Third, public and private higher education have two distinctively different academic requirements. In 2013, the minimum required score to study medicine in the private universities was 92 percent compared to 98.2 percent in the public ones. A poor student with a score of 95 cannot go to medical school: A rich one can. Similarly, the minimum required score to study engineering in the private universities was 75 percent compared to 94.3 percent in their public counterparts. A student was given a chance to study mass communication, applied arts, economics and political science with a score of 60 percent in the private sector, whereas the public sector required scores in the low nineties. In addition, the part of the country a student comes from restricts his or her access to public institutions but those restrictions don’t count for private institutions.

Under the newly proposed policies that would impose high tuition for public institutions, access to higher education would also be controlled by two scores. Students who score above the higher bar will not have to pay tuition while those who score below the lower cut-off will have to pay tuition even for public education. This system will just amplify the privileges of the wealthy.

A study, conducted on Egyptian data, shows that those Egyptians in the top 20 percent of the country in terms of socioeconomic status occupy 53 percent of the places in universities. The bottom 20 percent only have 3 percent of the university places. Some research has found that expansion of the capacity of public universities is most likely to serve the middle class. Expansion in the capacity of private universities, on the other hand, would feed the enrollment growth for wealthiest 20 percent.
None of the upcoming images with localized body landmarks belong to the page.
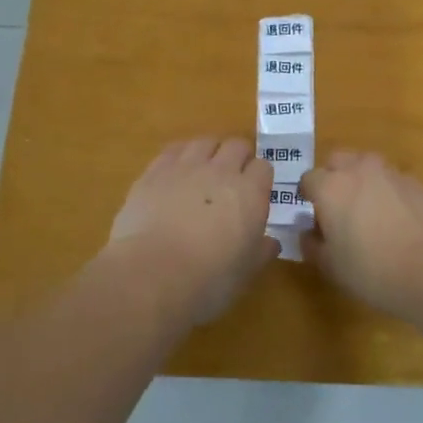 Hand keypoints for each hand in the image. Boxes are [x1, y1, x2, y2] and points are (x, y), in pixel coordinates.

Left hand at [109, 138, 277, 322]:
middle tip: (231, 180)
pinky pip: (173, 150)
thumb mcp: (245, 272)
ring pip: (204, 142)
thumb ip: (261, 251)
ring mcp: (185, 167)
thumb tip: (271, 242)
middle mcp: (221, 171)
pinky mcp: (154, 171)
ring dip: (209, 152)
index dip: (259, 178)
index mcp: (250, 193)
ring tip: (203, 172)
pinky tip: (175, 173)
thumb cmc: (208, 280)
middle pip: (236, 146)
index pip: (263, 167)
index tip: (255, 194)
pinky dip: (180, 156)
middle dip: (238, 158)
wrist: (152, 274)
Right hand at [299, 151, 422, 317]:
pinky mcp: (421, 184)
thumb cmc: (373, 269)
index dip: (308, 197)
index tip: (313, 217)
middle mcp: (360, 170)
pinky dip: (392, 195)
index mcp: (331, 187)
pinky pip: (396, 183)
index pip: (309, 179)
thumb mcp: (332, 267)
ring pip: (370, 168)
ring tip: (372, 215)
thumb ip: (314, 246)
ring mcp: (393, 173)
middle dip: (335, 178)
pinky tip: (401, 223)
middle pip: (339, 161)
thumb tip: (309, 234)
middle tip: (339, 209)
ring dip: (364, 183)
The new 2014 Constitution says the State is committed to spending a minimum of 4 percent GDP to school education and 2 percent to higher education. Those are low percentages that reflect a gradual withdrawal of the State from the educational scene. But research has found that public spending on higher education has been highly inefficient. Public universities are not allowed to independently manage their own resources or create revenue-producing activities.
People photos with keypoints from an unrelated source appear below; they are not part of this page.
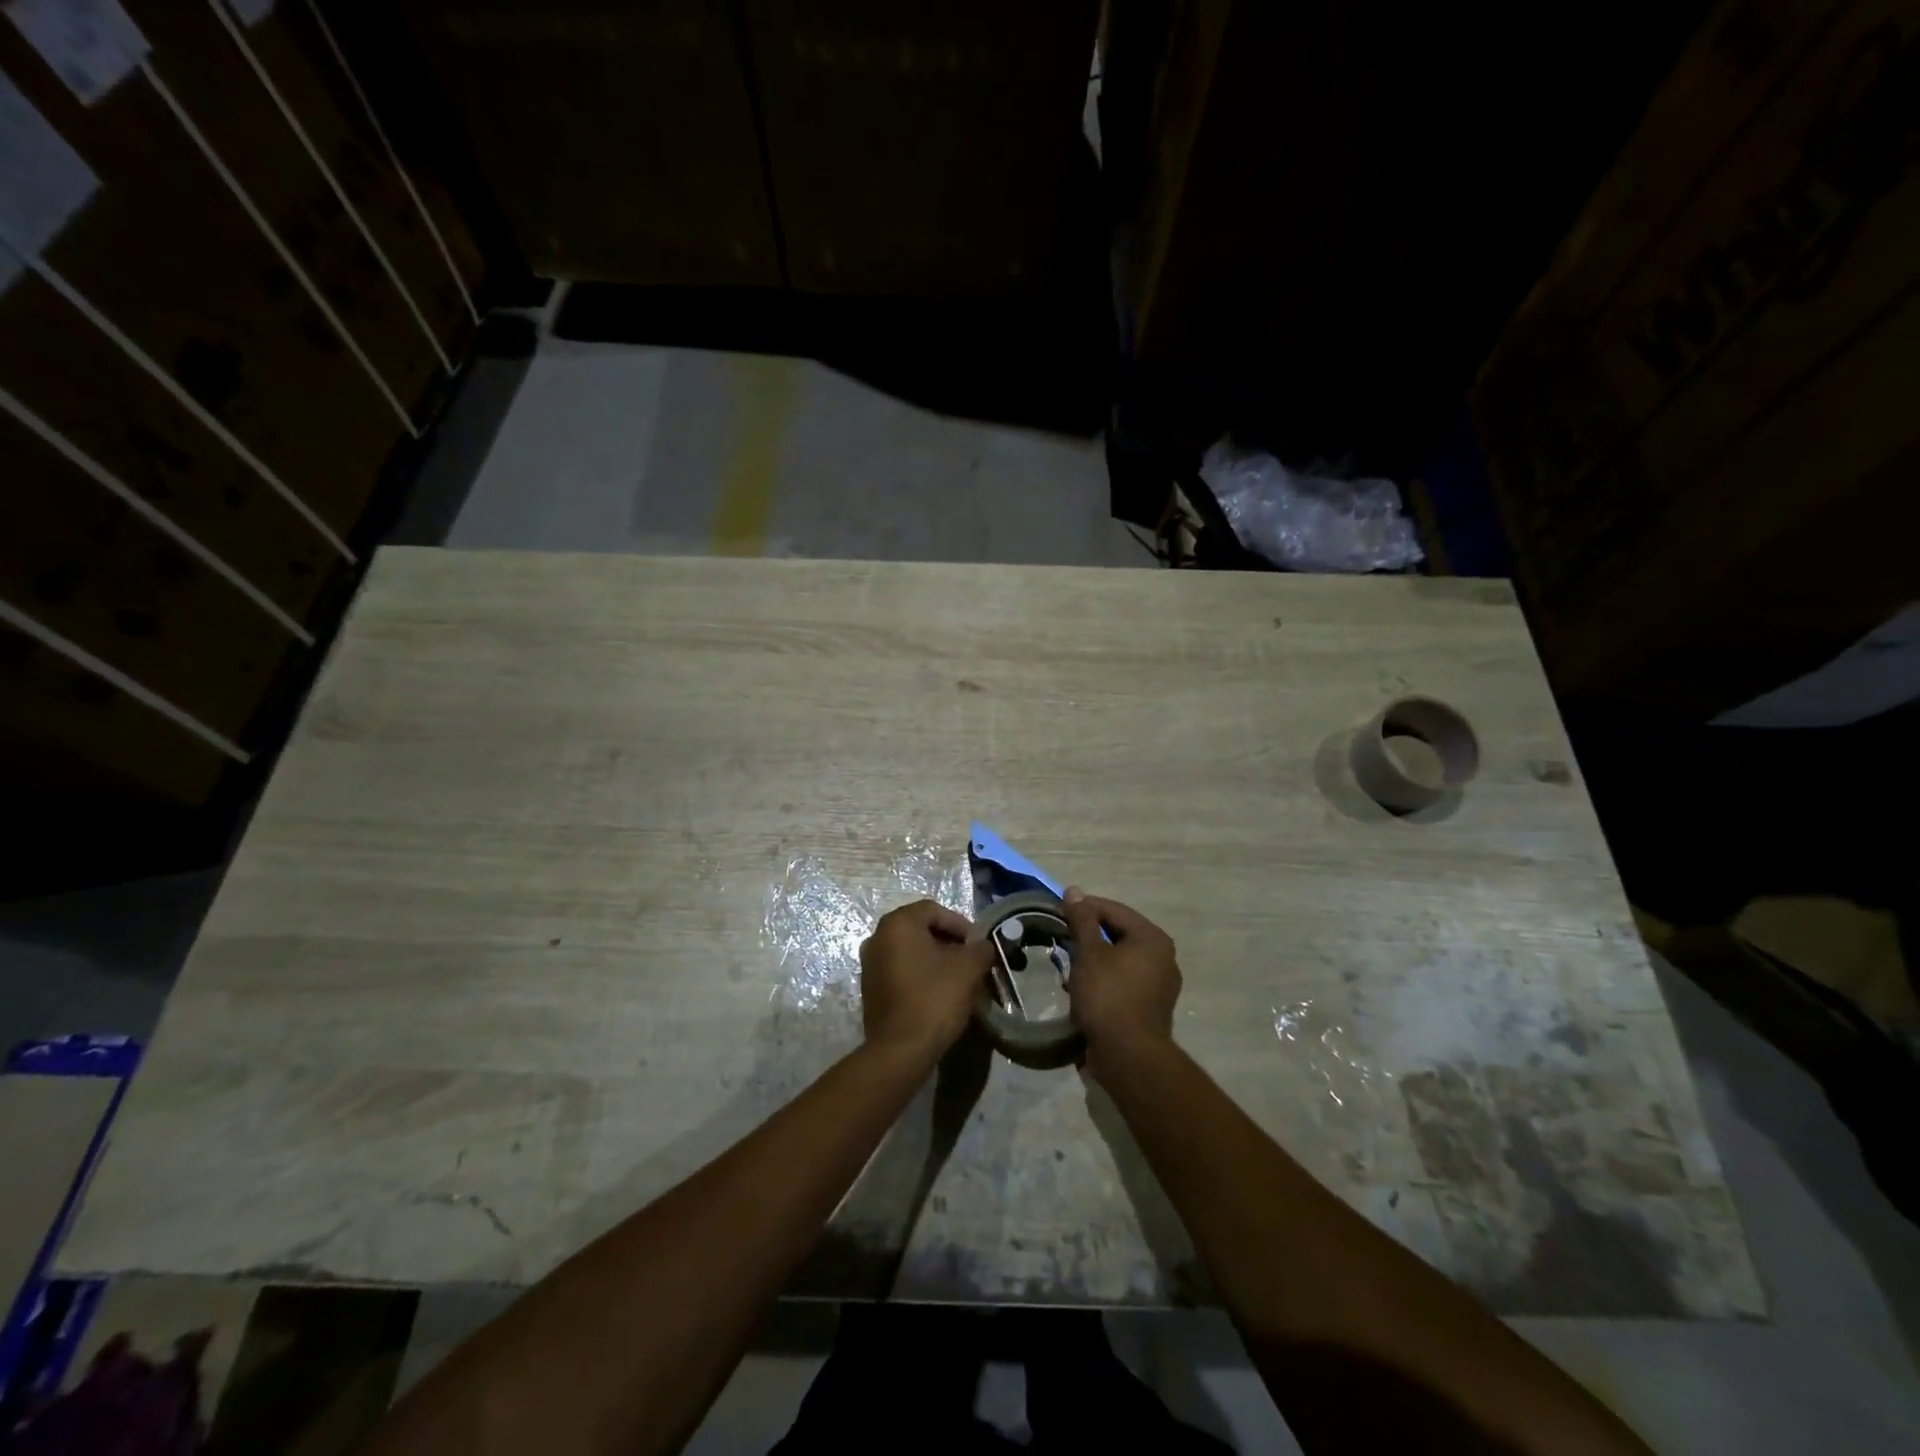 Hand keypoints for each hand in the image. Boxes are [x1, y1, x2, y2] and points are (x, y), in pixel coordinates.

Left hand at [859, 901, 995, 1063]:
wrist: (900, 1050)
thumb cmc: (934, 999)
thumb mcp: (968, 969)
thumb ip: (980, 949)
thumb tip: (983, 945)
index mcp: (898, 923)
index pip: (934, 910)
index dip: (960, 924)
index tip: (977, 945)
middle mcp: (877, 937)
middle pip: (920, 928)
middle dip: (948, 941)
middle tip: (970, 960)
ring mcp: (869, 963)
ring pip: (910, 950)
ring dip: (934, 958)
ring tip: (957, 978)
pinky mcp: (869, 988)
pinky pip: (899, 970)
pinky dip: (919, 974)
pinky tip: (937, 992)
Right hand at [1059, 887, 1180, 1076]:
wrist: (1128, 1057)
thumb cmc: (1108, 996)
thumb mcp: (1089, 953)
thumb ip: (1082, 919)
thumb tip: (1074, 890)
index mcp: (1152, 938)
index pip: (1113, 910)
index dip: (1084, 908)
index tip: (1057, 912)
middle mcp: (1163, 958)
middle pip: (1118, 934)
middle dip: (1087, 936)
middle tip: (1060, 939)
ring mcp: (1159, 985)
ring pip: (1119, 960)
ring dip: (1092, 960)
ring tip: (1066, 965)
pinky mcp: (1150, 1008)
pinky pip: (1123, 982)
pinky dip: (1102, 980)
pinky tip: (1080, 989) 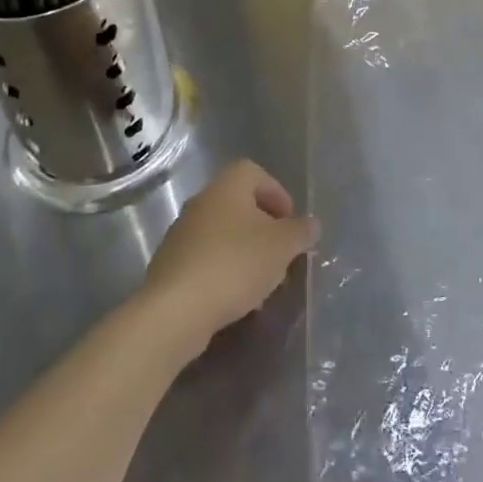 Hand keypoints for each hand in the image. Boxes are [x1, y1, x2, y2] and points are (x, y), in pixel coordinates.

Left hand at [139, 160, 318, 360]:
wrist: (176, 308)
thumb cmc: (235, 264)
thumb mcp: (281, 246)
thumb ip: (300, 232)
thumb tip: (311, 224)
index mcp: (227, 187)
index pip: (254, 173)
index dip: (276, 193)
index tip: (289, 222)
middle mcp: (201, 202)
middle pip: (238, 204)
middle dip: (263, 227)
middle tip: (281, 253)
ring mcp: (182, 233)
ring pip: (223, 233)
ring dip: (245, 251)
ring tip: (262, 281)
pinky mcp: (171, 264)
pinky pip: (206, 259)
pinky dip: (224, 271)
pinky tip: (236, 298)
In Egypt, the number of people in the age range of 20-24 is expected to increase from 7 million in 2005 to 9 million in 2035. The demand for higher education is expected to expand, creating additional pressure to finance it.Strategic planning prescribes taking advantage of having a high proportion of the population in their most productive age and providing efficient public employment for the extra labour force to increase public income in order to face the expected funding challenge. Meanwhile, a couple of important questions come to mind: if limited funding is the cause behind such policies, why are private universities tax-exempt? Why are the vast majority of the private higher institutions in Egypt for profit?
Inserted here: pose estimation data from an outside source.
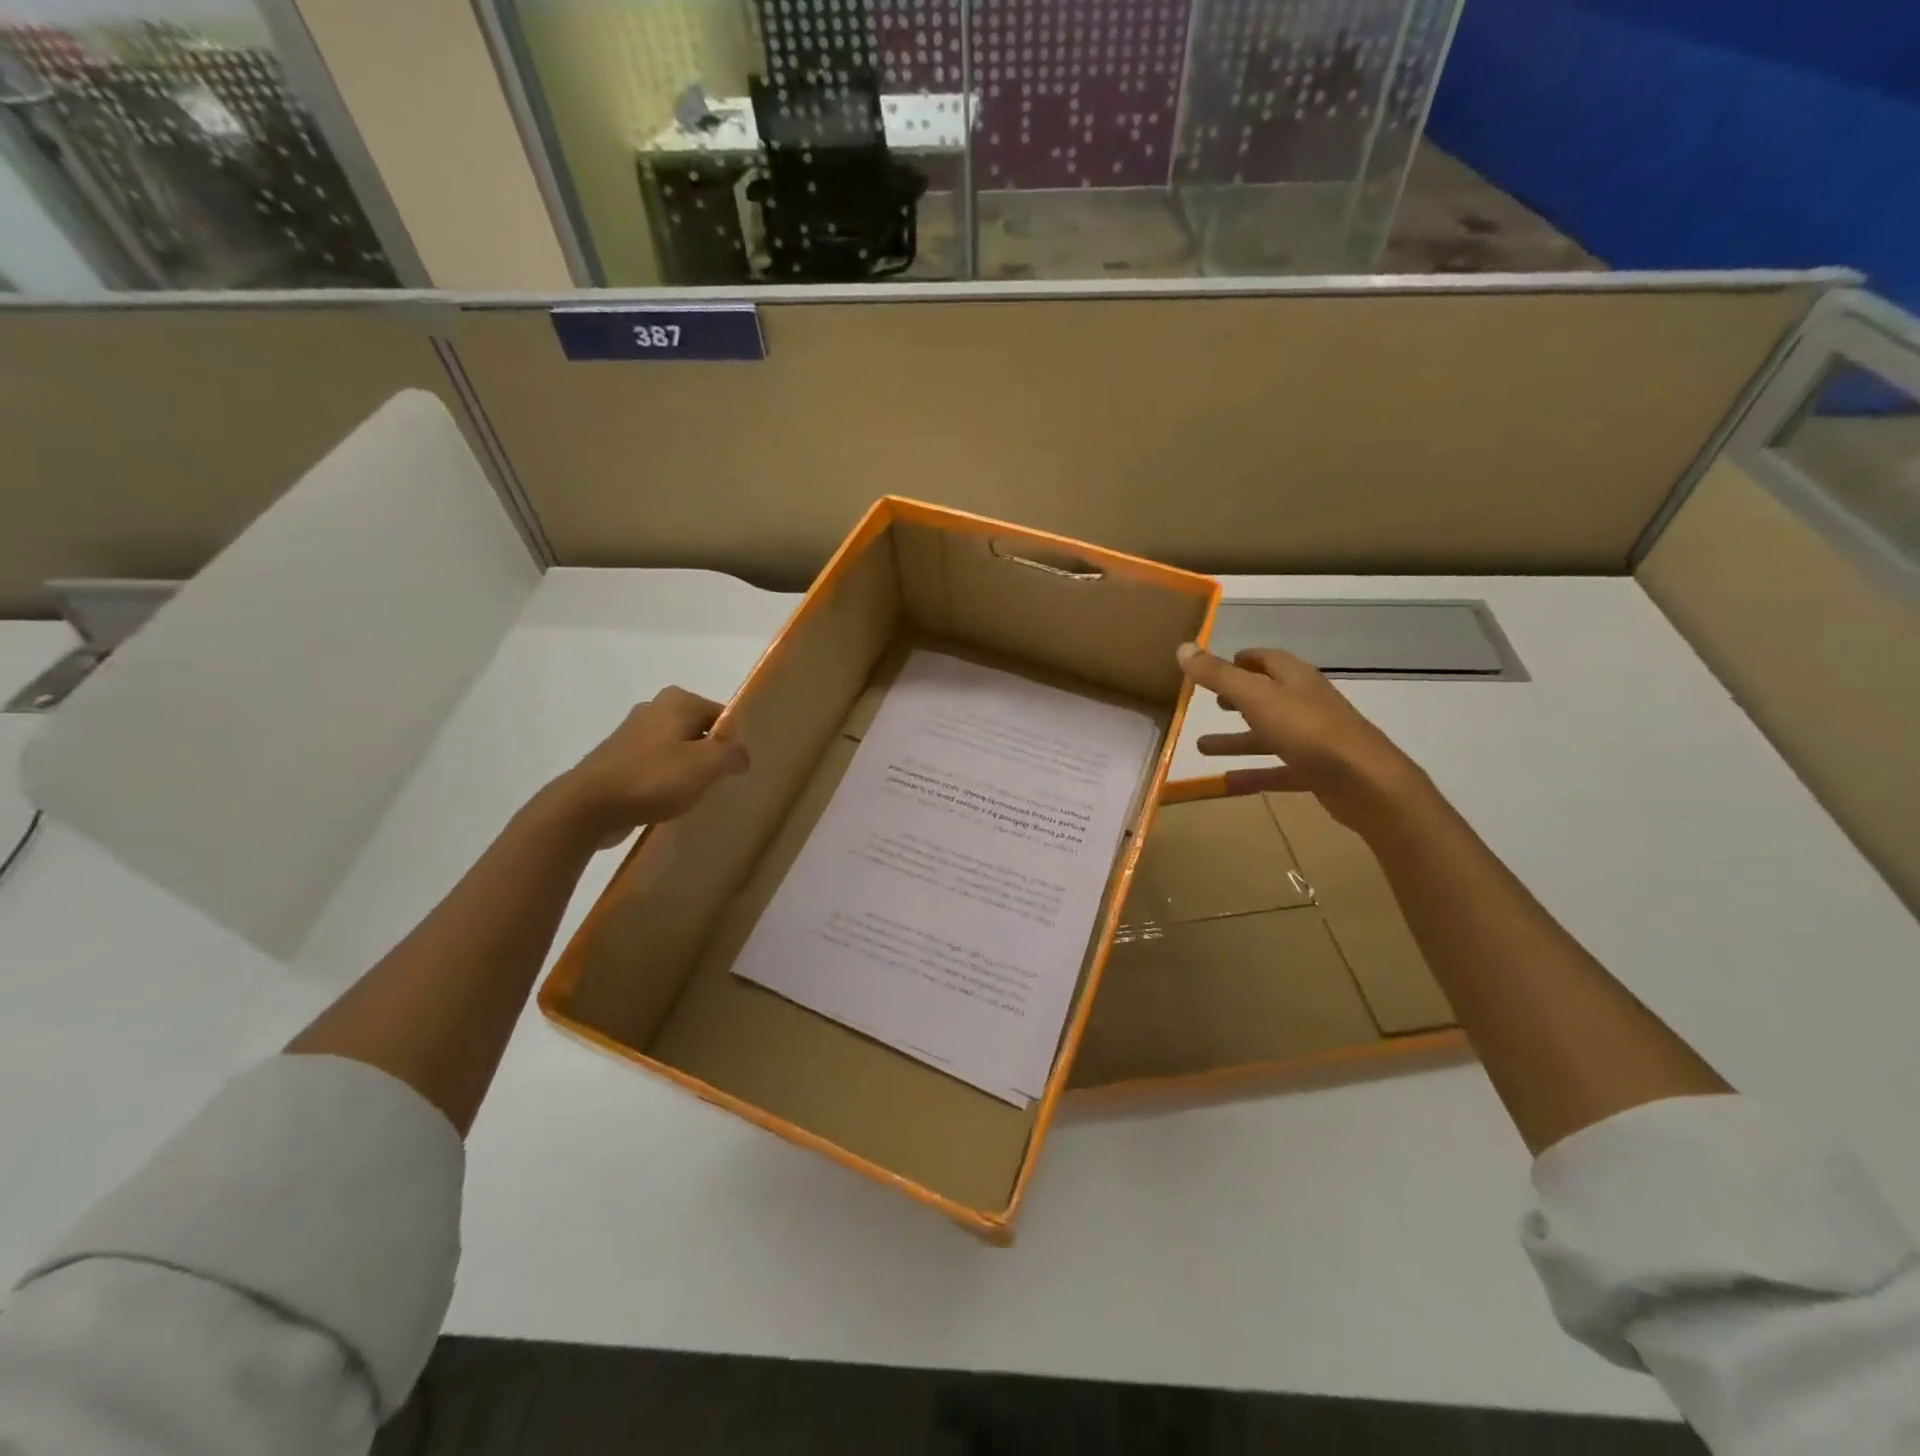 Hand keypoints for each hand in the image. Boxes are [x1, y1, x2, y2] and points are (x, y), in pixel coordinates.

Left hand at [555, 686, 749, 845]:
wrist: (587, 806)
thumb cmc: (653, 779)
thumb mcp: (707, 765)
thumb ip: (732, 754)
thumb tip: (742, 755)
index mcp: (678, 701)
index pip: (723, 716)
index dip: (734, 742)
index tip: (736, 769)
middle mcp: (654, 708)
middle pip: (699, 731)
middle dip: (710, 755)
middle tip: (719, 783)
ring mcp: (632, 733)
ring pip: (677, 749)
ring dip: (687, 769)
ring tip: (694, 796)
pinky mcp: (618, 758)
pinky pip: (655, 765)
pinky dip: (665, 780)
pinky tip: (667, 801)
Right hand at [1178, 643, 1428, 832]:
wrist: (1365, 782)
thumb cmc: (1308, 730)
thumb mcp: (1256, 697)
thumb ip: (1218, 675)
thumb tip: (1182, 647)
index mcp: (1295, 679)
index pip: (1267, 660)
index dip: (1243, 660)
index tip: (1218, 664)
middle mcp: (1306, 704)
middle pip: (1268, 696)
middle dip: (1239, 699)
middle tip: (1211, 703)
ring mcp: (1314, 739)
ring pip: (1268, 736)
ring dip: (1237, 740)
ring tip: (1202, 747)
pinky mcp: (1317, 772)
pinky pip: (1278, 770)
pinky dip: (1254, 774)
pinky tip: (1228, 782)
Placing the financial ability as admissions criteria has provided a channel for low-achieving wealthy students to buy an opportunity that they would not otherwise have managed to obtain, privileging one sector of the society. That privilege harms the entire society. The current regime does not seem to have the intention to deal with this challenge. Instead, it is capitalizing on policies that continue to limit the chances of the poor through uprooting the right to free education. The result would be more social injustice which would make development—or even stability—impossible.